» **Exercise**
Beneath this instruction is a listing; print exactly the lines in it starting at the line that contains "cairo_arc(ctx, x + r, y + r, r, M_PI, 1.5" and going through the line that contains "cairo_set_font_options(ctx, options);".
━━ Material for this exercise
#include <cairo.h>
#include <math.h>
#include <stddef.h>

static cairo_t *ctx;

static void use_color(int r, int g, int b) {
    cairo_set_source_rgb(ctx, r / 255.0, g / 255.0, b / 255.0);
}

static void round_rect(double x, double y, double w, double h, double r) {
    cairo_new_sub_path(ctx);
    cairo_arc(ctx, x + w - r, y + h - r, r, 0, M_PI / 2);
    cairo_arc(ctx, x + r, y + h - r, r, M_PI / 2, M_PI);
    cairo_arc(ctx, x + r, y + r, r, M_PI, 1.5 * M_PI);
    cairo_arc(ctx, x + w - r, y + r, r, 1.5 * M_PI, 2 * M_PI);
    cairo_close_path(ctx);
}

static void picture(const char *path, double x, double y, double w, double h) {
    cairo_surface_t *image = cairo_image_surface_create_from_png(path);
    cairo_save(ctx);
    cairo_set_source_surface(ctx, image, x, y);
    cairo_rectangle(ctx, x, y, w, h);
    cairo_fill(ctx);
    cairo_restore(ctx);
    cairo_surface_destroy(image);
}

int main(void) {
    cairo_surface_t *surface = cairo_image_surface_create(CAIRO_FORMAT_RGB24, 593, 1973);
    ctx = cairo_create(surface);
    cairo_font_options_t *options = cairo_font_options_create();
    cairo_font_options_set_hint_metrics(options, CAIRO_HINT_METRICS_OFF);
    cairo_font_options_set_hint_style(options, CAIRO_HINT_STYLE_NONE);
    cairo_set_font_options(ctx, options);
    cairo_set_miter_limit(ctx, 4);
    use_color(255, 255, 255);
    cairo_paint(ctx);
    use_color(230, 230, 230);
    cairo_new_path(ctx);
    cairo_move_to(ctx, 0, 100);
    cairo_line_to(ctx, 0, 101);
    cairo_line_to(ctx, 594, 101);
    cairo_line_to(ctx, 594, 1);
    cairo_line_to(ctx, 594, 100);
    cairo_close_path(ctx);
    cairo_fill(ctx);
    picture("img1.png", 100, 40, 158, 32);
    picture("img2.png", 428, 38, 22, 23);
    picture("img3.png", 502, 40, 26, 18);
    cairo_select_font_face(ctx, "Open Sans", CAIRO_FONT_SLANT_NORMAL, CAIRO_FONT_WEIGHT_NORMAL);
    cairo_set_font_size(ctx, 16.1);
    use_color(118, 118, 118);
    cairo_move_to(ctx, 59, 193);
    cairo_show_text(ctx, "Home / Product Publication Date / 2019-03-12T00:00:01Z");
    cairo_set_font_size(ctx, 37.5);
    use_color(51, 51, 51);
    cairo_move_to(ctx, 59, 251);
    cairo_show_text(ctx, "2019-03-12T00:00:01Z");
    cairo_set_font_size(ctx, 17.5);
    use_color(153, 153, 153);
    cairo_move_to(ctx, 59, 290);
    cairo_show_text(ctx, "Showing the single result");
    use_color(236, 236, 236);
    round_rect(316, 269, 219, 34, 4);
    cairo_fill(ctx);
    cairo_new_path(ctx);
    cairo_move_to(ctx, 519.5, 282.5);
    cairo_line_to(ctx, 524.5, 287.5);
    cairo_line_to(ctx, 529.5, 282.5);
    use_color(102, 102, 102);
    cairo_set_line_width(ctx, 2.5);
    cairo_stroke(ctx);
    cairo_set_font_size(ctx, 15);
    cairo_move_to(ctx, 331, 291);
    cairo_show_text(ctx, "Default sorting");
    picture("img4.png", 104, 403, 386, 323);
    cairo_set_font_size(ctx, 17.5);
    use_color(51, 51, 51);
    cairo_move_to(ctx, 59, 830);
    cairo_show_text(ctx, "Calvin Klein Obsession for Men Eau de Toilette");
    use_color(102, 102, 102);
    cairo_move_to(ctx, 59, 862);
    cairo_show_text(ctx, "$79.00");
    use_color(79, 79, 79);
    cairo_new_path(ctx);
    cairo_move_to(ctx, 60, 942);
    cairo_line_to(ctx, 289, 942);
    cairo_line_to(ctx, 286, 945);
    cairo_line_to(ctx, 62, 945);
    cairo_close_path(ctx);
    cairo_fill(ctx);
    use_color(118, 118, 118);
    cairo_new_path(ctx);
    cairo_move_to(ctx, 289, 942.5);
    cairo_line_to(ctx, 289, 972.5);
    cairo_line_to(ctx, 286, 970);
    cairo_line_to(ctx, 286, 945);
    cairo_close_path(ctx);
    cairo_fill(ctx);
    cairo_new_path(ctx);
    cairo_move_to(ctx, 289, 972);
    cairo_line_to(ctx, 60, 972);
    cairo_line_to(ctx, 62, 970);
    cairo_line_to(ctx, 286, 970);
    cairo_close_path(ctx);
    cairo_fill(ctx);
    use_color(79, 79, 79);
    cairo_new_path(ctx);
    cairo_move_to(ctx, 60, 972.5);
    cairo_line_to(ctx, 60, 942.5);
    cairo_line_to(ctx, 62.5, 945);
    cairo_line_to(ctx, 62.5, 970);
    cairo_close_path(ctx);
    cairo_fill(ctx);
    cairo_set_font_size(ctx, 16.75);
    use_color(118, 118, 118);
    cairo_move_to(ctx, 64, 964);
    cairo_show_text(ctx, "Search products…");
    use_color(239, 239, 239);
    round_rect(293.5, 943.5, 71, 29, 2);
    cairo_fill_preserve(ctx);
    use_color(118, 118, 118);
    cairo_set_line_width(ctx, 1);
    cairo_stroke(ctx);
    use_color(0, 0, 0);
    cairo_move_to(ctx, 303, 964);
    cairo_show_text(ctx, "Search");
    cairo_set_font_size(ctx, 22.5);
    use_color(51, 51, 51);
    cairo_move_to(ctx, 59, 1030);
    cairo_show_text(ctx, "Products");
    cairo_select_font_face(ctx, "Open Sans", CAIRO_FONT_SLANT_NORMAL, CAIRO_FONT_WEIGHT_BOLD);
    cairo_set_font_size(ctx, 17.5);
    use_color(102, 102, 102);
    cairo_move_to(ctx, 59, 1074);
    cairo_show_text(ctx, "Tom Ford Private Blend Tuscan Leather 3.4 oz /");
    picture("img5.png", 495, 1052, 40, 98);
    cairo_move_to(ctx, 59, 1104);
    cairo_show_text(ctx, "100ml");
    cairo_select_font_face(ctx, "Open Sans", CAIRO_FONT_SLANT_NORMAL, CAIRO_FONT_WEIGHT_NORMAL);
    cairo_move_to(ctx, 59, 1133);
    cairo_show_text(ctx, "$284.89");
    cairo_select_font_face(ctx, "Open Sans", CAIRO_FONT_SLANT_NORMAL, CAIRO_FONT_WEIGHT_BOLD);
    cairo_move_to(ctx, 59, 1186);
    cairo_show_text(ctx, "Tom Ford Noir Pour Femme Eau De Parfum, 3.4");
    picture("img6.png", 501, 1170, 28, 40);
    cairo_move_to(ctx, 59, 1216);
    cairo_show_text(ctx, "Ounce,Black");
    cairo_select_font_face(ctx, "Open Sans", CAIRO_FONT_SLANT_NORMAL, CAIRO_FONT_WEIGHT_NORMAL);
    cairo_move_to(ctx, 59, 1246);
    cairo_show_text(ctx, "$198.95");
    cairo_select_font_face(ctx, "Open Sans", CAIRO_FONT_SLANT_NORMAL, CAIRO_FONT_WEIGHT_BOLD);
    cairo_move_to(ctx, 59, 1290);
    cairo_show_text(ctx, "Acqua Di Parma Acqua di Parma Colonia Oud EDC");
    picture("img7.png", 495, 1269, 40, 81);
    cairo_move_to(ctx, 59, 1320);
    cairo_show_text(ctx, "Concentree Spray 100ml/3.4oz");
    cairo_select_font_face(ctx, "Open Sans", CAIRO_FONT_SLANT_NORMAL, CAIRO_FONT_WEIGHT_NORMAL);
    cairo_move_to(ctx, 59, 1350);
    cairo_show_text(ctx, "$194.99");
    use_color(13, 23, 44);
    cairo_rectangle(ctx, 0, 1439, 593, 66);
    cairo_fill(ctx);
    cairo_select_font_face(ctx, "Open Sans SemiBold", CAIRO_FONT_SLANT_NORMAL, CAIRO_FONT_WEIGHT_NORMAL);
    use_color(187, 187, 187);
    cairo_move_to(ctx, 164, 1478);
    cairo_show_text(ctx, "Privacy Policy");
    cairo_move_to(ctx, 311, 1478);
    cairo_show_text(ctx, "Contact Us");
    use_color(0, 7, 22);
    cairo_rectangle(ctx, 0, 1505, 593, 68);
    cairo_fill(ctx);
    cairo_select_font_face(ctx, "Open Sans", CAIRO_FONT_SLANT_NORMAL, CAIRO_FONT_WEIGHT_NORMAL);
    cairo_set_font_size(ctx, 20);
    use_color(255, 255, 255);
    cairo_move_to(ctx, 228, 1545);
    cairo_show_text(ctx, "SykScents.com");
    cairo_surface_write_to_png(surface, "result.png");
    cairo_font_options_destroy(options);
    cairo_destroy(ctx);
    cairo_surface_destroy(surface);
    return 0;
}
━━━━
» **Your solution**
    cairo_arc(ctx, x + r, y + r, r, M_PI, 1.5 * M_PI);
    cairo_arc(ctx, x + w - r, y + r, r, 1.5 * M_PI, 2 * M_PI);
    cairo_close_path(ctx);
}

static void picture(const char *path, double x, double y, double w, double h) {
    cairo_surface_t *image = cairo_image_surface_create_from_png(path);
    cairo_save(ctx);
    cairo_set_source_surface(ctx, image, x, y);
    cairo_rectangle(ctx, x, y, w, h);
    cairo_fill(ctx);
    cairo_restore(ctx);
    cairo_surface_destroy(image);
}

int main(void) {
    cairo_surface_t *surface = cairo_image_surface_create(CAIRO_FORMAT_RGB24, 593, 1973);
    ctx = cairo_create(surface);
    cairo_font_options_t *options = cairo_font_options_create();
    cairo_font_options_set_hint_metrics(options, CAIRO_HINT_METRICS_OFF);
    cairo_font_options_set_hint_style(options, CAIRO_HINT_STYLE_NONE);
    cairo_set_font_options(ctx, options);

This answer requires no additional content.